GOP Rep. Calls for Raising Gun-Purchase Age to 21 in Response to Mass Shootings

Jack Crowe

Representative Adam Kinzinger (R., Ill.) on Monday advocated for federal legislation that would ban the sale of firearms to Americans under the age of 21 in response to the mass shootings that claimed 31 lives over the weekend.

Kinzinger, who has a 93 percent lifetime rating from the National Rifle Association, argued in a Medium post published Monday that a minimum firearm-purchase age of 21 would interrupt the alarming trend of mass shootings in the U.S., and would be particularly effective in preempting school shootings.

“Particularly in school shootings, the assassins are often enrolled in the school, recently graduated, or expelled,” he writes. “In some cases, a grudge is carried out with legally purchased weapons. An adolescent, high school fueled grudge is much less likely to survive over the three years between the end of high school and the time of legal age of purchase.”

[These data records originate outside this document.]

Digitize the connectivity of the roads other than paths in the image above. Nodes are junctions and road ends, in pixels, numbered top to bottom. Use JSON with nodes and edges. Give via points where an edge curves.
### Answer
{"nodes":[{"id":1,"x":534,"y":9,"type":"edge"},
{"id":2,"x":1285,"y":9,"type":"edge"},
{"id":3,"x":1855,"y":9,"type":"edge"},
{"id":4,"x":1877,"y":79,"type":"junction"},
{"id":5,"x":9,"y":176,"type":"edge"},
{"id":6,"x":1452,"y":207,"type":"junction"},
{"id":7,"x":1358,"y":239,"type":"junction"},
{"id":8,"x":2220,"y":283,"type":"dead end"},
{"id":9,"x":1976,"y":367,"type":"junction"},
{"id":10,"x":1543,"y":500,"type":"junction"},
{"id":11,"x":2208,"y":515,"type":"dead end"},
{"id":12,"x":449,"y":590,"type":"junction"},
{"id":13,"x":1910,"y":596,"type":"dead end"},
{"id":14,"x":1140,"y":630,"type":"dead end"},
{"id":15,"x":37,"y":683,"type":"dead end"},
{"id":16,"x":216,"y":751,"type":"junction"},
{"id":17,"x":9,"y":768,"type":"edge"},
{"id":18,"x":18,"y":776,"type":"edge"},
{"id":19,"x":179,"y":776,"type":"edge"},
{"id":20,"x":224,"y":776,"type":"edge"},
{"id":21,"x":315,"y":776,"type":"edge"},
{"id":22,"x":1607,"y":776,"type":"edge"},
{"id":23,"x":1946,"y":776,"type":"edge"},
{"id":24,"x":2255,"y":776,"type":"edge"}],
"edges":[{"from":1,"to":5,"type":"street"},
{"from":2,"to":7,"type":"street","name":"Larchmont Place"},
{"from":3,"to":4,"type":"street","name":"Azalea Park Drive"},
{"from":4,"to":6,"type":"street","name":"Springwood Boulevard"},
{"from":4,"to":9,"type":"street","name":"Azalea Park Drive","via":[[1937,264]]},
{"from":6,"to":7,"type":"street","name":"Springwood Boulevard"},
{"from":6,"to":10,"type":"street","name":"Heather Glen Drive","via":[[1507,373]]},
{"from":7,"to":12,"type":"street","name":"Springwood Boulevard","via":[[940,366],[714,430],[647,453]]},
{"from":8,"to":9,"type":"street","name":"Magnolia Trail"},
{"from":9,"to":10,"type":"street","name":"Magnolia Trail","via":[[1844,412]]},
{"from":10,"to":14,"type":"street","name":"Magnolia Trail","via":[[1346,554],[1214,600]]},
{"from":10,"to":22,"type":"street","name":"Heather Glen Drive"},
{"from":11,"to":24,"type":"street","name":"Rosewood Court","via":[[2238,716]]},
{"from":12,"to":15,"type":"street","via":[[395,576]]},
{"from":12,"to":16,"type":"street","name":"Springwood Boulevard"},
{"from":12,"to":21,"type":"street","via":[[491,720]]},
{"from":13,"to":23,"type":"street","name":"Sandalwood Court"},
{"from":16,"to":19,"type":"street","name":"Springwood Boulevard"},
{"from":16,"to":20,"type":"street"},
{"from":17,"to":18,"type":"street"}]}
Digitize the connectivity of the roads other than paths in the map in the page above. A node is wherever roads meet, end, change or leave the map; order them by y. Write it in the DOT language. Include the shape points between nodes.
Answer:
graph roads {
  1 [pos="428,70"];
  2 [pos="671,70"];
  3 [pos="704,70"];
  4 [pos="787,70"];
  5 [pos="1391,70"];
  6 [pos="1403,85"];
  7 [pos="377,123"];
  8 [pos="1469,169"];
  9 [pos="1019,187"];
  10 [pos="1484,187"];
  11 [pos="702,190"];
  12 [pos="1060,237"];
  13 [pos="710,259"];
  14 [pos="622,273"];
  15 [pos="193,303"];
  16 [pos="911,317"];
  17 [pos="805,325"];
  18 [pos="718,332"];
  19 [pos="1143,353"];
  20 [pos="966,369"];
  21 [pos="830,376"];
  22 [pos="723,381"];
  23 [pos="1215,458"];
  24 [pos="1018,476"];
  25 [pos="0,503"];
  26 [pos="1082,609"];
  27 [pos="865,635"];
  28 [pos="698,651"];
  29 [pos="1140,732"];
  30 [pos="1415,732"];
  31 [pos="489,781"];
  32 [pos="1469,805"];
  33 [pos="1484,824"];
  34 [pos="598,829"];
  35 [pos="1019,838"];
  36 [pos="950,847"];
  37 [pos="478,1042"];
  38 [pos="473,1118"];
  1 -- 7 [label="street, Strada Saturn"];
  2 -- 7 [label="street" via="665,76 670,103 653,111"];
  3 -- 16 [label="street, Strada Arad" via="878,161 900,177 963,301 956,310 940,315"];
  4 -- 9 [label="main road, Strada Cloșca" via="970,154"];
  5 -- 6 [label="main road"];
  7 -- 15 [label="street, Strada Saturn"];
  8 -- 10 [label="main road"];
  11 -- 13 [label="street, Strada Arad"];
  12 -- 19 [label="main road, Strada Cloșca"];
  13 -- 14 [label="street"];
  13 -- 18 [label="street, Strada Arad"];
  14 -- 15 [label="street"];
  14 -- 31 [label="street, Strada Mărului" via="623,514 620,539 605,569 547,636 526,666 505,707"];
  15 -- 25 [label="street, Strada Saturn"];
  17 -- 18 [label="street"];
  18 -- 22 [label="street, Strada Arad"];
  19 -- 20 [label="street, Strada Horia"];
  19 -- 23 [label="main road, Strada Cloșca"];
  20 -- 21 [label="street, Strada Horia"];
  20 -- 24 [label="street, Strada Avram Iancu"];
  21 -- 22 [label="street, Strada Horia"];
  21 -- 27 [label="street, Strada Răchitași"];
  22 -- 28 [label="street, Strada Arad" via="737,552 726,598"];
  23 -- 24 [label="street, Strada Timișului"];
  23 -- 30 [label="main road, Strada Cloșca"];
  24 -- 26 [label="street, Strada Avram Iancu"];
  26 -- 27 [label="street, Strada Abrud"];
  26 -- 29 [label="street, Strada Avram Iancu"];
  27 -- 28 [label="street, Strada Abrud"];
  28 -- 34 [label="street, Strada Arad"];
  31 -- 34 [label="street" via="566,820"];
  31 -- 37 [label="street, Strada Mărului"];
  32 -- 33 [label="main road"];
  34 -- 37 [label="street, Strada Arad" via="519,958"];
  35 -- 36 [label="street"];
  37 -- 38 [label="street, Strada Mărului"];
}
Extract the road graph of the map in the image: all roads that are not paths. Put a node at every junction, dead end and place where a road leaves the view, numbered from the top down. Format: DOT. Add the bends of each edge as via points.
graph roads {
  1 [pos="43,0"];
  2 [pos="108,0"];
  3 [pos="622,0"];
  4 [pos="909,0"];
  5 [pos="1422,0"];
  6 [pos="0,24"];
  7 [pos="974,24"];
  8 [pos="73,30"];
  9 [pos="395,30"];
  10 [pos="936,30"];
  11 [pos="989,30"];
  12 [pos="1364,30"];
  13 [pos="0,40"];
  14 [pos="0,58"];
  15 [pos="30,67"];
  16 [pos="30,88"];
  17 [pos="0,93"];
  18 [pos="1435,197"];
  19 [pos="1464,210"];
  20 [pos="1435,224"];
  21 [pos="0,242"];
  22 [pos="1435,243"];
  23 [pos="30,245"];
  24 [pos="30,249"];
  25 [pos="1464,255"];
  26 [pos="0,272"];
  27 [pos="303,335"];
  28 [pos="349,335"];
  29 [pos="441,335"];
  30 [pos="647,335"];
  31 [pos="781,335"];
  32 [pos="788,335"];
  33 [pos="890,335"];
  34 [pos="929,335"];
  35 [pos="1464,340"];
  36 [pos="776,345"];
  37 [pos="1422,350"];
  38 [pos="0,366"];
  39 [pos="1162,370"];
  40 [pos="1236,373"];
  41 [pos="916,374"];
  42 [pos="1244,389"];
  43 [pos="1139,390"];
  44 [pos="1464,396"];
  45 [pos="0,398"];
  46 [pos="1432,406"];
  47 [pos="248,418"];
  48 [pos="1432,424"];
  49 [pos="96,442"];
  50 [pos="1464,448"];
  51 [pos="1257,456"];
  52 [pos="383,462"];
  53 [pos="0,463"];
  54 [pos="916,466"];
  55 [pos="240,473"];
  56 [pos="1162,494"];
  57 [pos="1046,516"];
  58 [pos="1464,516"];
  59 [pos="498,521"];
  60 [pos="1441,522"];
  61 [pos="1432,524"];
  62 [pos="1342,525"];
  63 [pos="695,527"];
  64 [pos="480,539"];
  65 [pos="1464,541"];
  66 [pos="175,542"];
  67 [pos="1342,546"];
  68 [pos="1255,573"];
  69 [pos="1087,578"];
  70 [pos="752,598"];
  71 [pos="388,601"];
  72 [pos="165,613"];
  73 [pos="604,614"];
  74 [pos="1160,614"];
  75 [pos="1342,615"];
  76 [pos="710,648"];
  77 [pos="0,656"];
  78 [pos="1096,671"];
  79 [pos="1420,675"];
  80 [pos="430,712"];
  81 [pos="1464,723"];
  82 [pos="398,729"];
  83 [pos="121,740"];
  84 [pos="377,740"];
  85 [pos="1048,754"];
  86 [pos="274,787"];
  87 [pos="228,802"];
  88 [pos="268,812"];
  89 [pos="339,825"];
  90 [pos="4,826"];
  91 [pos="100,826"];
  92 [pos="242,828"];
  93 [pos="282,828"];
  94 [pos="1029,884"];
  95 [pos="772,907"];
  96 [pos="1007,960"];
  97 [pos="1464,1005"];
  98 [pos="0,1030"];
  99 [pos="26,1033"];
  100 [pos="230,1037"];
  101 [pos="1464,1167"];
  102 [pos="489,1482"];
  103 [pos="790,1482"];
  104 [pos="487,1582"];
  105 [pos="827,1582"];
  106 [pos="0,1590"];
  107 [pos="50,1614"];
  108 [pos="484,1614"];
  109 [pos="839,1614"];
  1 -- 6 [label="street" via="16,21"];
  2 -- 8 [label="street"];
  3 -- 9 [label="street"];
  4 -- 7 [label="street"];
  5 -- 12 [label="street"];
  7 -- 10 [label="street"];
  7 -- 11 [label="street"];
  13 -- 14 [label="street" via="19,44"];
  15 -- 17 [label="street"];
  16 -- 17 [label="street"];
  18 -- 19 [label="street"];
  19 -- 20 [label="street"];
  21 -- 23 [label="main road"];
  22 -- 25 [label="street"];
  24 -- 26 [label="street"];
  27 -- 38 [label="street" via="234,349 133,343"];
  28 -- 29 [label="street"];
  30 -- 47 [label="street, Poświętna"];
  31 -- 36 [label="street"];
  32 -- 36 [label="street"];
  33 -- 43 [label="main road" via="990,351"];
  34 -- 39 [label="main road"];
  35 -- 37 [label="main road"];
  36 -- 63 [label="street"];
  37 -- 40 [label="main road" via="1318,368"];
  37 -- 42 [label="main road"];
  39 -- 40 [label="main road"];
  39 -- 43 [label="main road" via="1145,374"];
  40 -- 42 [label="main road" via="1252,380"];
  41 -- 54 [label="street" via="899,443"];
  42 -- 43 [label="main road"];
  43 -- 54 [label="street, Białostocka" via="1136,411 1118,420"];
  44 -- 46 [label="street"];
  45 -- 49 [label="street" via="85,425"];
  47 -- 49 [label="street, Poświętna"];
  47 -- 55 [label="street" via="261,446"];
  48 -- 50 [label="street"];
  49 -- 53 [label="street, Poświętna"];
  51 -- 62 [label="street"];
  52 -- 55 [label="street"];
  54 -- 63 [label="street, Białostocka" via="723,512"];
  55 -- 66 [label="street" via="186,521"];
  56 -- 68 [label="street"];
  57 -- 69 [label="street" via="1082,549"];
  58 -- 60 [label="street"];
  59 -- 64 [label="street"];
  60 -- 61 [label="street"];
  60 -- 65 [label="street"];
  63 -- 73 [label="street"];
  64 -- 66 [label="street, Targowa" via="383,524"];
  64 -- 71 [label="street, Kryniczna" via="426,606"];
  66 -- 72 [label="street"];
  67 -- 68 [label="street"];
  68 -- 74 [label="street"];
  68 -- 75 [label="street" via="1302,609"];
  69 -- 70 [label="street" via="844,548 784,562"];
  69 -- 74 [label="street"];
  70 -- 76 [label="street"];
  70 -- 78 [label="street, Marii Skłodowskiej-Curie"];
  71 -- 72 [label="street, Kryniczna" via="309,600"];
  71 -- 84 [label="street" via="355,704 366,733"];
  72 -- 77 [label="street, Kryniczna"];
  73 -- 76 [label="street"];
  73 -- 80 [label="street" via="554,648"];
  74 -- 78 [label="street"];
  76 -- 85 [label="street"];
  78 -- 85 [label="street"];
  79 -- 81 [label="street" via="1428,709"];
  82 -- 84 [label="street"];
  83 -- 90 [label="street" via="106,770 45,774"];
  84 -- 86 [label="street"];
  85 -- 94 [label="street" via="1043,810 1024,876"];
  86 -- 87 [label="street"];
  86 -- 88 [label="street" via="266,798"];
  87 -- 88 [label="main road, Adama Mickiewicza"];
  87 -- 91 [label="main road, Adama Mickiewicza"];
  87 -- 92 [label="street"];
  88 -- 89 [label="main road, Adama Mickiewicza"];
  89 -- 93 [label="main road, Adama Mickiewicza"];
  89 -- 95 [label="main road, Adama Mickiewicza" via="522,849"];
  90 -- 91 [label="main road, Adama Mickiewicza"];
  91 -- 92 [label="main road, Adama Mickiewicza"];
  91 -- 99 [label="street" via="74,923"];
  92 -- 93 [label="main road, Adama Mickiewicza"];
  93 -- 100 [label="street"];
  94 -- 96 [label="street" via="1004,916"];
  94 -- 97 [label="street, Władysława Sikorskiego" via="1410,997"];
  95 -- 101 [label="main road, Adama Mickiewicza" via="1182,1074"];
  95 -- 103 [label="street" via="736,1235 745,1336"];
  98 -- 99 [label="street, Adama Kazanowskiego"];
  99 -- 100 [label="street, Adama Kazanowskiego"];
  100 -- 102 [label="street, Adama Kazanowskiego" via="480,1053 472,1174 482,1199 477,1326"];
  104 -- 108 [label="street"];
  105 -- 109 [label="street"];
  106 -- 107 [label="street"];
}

Federal law already prohibits the selling of handguns to individuals under the age of 21. Kinzinger argued that this prohibition should be extended to semi-automatic rifles, with “exceptions for some shotguns for hunting purposes.” Americans under the age of 21 who carry a firearm as part of their job as a police officer or member of the military would still be permitted to do so under Kinzinger’s preferred legislation.

In his post, Kinzinger went on to voice support for legislation that would require a criminal-background check prior to the purchase of all firearms, including those sold by a private dealer. He also endorsed the “red flag” legislation that President Trump called for on Monday, which would empower the authorities to temporarily disarm individuals who friends and family have reported are a potential danger to themselves or others.

At least 22 people were killed when a 21-year-old man opened fire in a Walmart in El Paso, Texas on Saturday. In a similar incident hours later, another nine people were killed by a 24-year-old man in Dayton, Ohio. The suspect in the El Paso shooting was taken into custody while the Dayton shooter was killed by police on the scene.